:: Exercise prompt ::
Go through the material and tally the lines containing the string "edges". Give the total alone.

((

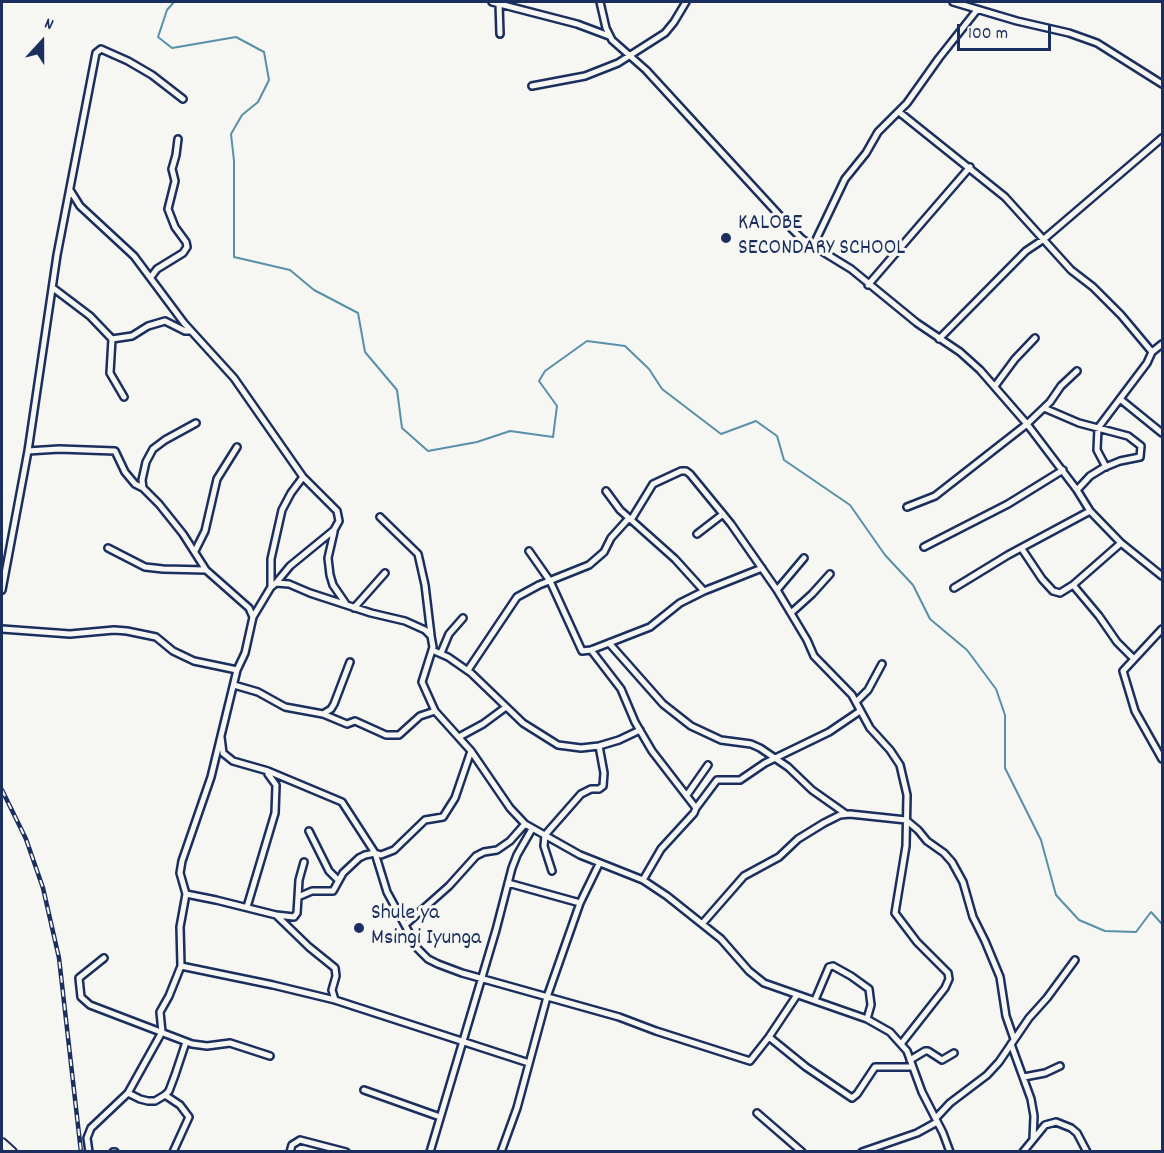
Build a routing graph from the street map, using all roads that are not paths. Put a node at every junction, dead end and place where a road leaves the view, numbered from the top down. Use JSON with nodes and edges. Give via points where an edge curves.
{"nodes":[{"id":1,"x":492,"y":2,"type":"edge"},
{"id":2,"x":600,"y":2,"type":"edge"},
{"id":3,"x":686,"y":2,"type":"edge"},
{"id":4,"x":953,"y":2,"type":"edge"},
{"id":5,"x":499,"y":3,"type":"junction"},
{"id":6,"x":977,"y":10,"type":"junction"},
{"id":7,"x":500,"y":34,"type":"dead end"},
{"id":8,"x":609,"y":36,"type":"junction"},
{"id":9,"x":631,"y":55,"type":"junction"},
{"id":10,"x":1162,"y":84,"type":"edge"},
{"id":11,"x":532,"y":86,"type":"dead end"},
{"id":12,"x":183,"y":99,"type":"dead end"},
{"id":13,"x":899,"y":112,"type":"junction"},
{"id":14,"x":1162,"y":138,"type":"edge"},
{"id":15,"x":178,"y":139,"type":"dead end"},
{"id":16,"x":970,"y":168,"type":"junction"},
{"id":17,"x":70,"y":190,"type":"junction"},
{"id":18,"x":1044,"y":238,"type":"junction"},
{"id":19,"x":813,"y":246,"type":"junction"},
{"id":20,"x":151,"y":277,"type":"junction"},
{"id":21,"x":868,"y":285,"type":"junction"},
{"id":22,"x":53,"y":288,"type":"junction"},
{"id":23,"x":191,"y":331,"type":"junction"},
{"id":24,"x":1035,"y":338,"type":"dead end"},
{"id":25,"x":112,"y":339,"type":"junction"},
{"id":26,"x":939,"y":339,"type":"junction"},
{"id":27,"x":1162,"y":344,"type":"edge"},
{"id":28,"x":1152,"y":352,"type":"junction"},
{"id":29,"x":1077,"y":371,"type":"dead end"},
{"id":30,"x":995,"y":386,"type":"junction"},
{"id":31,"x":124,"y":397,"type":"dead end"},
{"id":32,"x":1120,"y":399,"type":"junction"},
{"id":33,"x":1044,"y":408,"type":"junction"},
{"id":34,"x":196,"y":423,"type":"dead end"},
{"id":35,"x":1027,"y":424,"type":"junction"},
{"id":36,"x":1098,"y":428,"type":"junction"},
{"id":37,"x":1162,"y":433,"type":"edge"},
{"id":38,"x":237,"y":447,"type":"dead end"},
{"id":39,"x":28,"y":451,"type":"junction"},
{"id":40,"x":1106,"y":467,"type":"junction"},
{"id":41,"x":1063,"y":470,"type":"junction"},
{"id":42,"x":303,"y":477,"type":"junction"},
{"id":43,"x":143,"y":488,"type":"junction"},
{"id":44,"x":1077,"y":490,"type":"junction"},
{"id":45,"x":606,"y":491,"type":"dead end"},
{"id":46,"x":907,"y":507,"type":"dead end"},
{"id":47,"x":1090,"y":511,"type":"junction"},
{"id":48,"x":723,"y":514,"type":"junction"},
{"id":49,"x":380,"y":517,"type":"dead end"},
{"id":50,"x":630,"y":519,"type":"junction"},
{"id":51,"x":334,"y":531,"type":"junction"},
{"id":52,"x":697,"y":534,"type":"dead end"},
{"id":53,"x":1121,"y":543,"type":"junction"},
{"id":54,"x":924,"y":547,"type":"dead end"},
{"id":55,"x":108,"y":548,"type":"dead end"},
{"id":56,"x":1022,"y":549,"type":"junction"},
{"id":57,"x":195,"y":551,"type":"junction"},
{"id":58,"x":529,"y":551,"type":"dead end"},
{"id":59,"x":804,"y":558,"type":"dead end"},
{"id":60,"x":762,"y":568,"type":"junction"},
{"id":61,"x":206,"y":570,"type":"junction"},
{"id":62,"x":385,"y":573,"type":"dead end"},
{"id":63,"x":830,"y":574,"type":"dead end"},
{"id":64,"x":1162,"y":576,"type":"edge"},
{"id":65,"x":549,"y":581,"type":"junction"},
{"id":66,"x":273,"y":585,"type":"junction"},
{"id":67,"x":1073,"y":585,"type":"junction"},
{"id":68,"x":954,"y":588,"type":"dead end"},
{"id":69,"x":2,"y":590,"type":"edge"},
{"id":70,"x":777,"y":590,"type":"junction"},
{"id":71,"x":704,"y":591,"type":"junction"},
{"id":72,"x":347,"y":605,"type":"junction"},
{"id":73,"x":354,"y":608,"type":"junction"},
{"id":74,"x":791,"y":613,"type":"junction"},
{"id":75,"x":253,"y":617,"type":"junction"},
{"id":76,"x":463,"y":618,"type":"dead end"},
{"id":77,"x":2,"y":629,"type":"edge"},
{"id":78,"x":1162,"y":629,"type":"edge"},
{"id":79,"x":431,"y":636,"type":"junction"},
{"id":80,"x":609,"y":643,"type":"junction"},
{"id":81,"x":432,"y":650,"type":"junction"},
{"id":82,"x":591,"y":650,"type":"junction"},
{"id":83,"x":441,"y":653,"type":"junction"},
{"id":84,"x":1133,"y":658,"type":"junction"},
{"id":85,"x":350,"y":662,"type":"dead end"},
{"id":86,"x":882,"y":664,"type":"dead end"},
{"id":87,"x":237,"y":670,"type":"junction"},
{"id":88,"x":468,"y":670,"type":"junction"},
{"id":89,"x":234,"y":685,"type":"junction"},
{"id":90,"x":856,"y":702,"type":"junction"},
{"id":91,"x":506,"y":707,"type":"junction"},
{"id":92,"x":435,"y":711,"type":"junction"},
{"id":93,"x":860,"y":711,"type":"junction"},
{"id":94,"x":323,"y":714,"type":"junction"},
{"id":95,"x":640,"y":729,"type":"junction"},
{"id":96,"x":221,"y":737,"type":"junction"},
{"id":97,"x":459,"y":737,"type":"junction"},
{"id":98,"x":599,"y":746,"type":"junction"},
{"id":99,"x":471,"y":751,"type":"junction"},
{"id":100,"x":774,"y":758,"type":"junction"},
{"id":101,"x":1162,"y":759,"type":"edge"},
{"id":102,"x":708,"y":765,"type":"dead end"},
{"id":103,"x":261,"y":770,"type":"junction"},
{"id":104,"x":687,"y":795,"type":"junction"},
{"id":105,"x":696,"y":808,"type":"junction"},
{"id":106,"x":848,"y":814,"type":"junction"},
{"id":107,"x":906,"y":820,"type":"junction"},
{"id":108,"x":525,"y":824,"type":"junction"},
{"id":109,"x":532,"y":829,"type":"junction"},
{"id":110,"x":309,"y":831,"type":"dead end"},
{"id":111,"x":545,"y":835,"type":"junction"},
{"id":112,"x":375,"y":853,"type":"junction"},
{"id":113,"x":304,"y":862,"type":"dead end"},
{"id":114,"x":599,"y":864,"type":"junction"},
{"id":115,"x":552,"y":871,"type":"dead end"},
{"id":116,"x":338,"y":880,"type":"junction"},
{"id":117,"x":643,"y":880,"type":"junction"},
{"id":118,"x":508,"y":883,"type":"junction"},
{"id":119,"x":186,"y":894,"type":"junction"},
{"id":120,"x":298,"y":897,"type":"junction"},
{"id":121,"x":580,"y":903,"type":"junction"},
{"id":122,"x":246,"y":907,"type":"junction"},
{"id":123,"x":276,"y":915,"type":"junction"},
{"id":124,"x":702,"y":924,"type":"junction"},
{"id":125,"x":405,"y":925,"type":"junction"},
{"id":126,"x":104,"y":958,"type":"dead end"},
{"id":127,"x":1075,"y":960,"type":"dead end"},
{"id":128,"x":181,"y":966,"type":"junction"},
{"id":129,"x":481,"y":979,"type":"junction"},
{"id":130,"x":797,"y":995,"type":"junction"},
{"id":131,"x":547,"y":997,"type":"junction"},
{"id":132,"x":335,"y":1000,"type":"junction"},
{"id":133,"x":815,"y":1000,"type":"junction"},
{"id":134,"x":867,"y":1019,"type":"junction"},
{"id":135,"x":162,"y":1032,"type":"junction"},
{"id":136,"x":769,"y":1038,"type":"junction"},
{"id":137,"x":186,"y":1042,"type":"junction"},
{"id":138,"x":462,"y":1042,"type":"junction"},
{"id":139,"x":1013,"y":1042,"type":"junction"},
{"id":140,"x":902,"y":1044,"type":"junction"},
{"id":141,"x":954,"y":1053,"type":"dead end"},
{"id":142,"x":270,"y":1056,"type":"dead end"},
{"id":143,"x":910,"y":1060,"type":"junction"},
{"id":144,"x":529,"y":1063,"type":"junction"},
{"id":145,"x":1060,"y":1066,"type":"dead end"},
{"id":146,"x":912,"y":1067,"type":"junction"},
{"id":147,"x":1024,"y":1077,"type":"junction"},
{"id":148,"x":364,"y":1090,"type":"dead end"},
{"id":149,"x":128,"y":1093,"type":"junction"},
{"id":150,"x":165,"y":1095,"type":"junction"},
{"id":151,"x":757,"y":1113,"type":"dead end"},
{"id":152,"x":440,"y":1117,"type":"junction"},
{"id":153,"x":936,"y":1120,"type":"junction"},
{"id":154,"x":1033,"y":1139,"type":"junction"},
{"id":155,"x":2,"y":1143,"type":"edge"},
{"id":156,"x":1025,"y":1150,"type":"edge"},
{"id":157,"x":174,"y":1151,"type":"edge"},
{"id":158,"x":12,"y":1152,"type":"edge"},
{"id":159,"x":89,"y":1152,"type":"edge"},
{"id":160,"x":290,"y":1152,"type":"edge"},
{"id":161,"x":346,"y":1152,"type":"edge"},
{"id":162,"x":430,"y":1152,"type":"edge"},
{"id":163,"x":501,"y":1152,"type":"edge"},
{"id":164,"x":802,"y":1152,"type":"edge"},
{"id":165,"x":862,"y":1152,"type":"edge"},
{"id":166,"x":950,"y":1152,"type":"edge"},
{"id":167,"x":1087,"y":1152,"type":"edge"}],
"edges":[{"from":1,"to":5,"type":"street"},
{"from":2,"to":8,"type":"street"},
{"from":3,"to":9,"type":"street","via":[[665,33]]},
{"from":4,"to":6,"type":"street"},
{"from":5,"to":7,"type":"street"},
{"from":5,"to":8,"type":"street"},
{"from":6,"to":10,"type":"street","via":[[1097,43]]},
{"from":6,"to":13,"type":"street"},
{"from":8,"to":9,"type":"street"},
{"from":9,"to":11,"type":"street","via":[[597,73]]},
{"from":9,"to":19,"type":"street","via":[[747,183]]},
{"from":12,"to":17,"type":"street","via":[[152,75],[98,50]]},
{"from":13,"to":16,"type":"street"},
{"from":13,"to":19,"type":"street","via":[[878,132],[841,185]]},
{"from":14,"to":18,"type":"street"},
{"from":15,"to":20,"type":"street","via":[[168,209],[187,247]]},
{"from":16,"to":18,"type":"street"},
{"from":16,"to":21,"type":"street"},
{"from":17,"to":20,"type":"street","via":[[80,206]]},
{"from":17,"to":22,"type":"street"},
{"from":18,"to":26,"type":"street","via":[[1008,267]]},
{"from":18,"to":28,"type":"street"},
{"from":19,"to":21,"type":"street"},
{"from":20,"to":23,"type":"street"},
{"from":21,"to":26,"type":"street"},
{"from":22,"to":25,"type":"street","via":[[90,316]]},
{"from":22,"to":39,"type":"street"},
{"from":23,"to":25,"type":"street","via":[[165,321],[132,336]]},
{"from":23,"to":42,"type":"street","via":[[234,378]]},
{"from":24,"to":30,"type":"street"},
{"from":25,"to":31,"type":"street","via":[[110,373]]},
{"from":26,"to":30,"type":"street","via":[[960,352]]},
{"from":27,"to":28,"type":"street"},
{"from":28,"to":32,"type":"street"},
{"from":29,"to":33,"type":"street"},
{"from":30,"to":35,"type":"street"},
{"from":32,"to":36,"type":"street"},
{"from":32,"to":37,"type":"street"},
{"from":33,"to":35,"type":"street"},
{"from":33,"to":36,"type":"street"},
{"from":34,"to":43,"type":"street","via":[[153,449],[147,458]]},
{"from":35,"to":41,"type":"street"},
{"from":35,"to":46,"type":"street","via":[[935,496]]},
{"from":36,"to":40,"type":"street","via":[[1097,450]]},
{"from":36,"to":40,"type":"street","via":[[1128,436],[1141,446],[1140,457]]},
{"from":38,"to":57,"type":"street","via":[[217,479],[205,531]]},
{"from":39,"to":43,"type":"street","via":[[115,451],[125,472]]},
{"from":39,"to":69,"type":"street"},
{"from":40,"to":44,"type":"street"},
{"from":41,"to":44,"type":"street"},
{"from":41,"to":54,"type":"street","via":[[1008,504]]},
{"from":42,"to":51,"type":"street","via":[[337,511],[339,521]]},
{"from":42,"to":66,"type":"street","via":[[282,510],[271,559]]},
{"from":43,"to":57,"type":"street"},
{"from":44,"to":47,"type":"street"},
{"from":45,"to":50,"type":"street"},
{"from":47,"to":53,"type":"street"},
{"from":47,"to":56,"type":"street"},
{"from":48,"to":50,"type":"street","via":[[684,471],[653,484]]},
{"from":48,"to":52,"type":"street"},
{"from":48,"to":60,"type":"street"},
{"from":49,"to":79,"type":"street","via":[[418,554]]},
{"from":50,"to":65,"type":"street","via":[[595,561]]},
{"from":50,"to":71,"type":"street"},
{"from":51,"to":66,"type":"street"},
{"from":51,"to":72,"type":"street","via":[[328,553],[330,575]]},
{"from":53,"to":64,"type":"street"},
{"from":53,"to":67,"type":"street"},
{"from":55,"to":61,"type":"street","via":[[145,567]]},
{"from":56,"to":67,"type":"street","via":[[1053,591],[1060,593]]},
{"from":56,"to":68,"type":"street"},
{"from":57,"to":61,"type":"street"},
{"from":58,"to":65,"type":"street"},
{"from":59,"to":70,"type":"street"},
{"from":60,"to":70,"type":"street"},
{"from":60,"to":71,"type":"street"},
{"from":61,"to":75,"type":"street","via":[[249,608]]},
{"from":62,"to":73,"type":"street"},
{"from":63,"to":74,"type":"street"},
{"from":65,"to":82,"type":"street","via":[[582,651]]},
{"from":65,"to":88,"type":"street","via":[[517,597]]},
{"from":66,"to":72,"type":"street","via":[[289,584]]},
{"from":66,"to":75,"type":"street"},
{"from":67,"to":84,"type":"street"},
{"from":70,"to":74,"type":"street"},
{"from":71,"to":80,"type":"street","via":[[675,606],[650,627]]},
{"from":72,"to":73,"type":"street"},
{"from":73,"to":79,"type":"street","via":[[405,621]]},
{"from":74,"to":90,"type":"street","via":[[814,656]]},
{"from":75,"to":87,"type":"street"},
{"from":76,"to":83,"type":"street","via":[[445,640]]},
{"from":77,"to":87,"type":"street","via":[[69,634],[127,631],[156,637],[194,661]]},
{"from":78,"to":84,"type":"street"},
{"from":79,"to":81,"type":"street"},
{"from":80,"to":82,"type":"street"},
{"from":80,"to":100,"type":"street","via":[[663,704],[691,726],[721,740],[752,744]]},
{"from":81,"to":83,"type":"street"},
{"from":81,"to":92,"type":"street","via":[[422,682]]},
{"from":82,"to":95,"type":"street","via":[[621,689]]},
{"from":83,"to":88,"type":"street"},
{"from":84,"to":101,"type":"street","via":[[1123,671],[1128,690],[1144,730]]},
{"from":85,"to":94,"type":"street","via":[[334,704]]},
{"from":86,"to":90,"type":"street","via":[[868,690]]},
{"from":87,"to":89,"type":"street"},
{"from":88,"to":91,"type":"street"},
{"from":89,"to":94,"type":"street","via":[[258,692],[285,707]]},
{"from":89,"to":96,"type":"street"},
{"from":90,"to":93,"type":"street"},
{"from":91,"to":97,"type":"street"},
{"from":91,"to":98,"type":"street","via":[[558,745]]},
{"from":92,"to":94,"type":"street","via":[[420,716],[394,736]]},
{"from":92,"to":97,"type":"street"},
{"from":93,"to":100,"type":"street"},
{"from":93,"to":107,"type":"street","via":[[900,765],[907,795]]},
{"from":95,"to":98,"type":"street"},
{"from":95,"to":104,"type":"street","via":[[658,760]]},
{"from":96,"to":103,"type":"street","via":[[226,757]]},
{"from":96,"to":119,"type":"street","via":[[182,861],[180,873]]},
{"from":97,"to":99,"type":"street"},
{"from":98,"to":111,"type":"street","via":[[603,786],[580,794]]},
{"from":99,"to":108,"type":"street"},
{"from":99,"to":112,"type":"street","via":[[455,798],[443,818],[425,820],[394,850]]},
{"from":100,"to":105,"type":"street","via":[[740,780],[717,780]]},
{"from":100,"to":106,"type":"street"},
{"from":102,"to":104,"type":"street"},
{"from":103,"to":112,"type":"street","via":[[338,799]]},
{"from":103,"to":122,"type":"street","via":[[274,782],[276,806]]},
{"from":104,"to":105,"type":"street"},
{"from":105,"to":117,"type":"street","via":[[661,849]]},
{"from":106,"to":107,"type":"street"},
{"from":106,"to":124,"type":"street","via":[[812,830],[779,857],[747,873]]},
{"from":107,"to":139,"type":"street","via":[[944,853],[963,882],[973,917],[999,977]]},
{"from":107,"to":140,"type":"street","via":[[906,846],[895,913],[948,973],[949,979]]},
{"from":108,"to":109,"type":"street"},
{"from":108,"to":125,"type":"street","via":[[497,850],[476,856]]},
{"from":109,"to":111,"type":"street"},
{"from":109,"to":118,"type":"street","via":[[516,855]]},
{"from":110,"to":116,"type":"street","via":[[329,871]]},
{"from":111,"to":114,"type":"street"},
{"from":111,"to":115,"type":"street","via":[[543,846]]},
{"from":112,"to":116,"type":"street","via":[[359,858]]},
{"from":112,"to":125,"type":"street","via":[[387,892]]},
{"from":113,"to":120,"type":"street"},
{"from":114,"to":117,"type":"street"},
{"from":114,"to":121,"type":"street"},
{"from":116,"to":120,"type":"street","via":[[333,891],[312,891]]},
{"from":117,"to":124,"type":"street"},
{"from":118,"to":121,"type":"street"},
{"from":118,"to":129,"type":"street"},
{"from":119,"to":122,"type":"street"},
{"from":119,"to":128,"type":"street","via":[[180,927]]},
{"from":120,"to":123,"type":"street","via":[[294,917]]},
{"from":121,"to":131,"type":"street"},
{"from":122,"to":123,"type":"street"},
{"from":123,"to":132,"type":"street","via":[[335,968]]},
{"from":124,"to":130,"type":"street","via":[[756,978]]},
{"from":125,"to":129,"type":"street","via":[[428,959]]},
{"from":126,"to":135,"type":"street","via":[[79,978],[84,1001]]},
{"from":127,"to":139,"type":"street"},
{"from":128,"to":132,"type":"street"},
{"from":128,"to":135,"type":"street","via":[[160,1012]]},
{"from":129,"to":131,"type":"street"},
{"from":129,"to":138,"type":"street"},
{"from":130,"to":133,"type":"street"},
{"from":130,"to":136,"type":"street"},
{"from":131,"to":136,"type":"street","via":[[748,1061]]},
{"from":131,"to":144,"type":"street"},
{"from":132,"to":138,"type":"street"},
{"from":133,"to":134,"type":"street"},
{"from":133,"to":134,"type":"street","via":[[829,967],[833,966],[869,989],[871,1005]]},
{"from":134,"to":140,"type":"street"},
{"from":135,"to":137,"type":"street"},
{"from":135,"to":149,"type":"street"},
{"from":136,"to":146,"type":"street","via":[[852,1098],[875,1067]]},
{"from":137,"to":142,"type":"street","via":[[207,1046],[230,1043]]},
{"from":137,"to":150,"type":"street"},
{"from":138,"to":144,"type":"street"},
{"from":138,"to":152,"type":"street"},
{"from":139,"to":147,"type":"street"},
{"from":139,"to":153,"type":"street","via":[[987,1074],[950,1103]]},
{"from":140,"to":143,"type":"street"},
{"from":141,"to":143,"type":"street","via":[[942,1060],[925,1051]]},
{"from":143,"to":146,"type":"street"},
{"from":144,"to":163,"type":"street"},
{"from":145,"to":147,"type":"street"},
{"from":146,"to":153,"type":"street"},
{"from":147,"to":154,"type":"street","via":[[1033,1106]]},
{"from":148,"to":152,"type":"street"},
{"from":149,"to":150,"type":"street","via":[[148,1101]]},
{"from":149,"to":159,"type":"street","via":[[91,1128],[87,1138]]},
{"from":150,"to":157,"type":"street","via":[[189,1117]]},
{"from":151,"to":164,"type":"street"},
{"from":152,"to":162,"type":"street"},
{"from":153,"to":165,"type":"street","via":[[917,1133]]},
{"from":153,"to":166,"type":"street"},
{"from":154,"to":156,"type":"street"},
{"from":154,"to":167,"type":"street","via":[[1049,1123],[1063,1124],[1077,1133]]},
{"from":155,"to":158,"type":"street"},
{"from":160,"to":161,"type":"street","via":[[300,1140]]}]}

))

:: Expected answer ::
2